Records drawn from a dataset =>
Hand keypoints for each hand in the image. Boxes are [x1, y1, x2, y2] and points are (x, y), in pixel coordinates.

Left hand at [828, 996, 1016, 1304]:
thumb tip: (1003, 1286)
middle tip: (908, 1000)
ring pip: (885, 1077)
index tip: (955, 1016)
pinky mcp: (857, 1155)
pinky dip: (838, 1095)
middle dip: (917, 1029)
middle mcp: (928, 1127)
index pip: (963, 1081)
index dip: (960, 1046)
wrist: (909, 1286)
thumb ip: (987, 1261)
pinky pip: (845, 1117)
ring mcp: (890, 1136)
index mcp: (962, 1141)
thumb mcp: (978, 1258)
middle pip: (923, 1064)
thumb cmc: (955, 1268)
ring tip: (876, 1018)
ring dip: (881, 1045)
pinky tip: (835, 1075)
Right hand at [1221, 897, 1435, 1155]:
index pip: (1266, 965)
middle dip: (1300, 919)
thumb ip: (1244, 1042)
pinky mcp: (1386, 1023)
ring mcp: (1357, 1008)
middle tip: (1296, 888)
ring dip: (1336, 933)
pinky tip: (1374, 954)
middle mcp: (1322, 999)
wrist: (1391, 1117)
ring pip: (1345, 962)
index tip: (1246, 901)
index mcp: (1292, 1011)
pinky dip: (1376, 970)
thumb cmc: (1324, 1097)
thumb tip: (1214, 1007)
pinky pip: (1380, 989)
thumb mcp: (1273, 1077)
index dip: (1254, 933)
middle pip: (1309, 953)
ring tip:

WORK ORDER => With the line that contains "index tip: (955, 1016)" as the first and the final line of the data as the last, repeat every line in that span exactly.

ANSWER BOX =>
index tip: (955, 1016)
pinky mcp: (857, 1155)
pinky dip: (838, 1095)
middle dip: (917, 1029)
middle mcp: (928, 1127)
index pip: (963, 1081)
index dip: (960, 1046)
wrist: (909, 1286)
thumb ip: (987, 1261)
pinky pip: (845, 1117)
ring mcp: (890, 1136)
index mcp: (962, 1141)
thumb mcp: (978, 1258)
middle pip: (923, 1064)
thumb cmc: (955, 1268)
ring tip: (876, 1018)
ring dip: (881, 1045)
pinky tip: (835, 1075)
Right hand at [1221, 897, 1435, 1155]:
index pip: (1266, 965)
middle dip: (1300, 919)
thumb ip: (1244, 1042)
pinky mcp: (1386, 1023)
ring mcp: (1357, 1008)
middle tip: (1296, 888)
ring dip: (1336, 933)
pinky tip: (1374, 954)
middle mcp: (1322, 999)
wrist: (1391, 1117)
ring pip: (1345, 962)
index tip: (1246, 901)
index mcp: (1292, 1011)
pinky dip: (1376, 970)
thumb cmc: (1324, 1097)
thumb tip: (1214, 1007)
pinky pip: (1380, 989)
thumb mcp: (1273, 1077)
index dip: (1254, 933)
middle pip: (1309, 953)
ring tip:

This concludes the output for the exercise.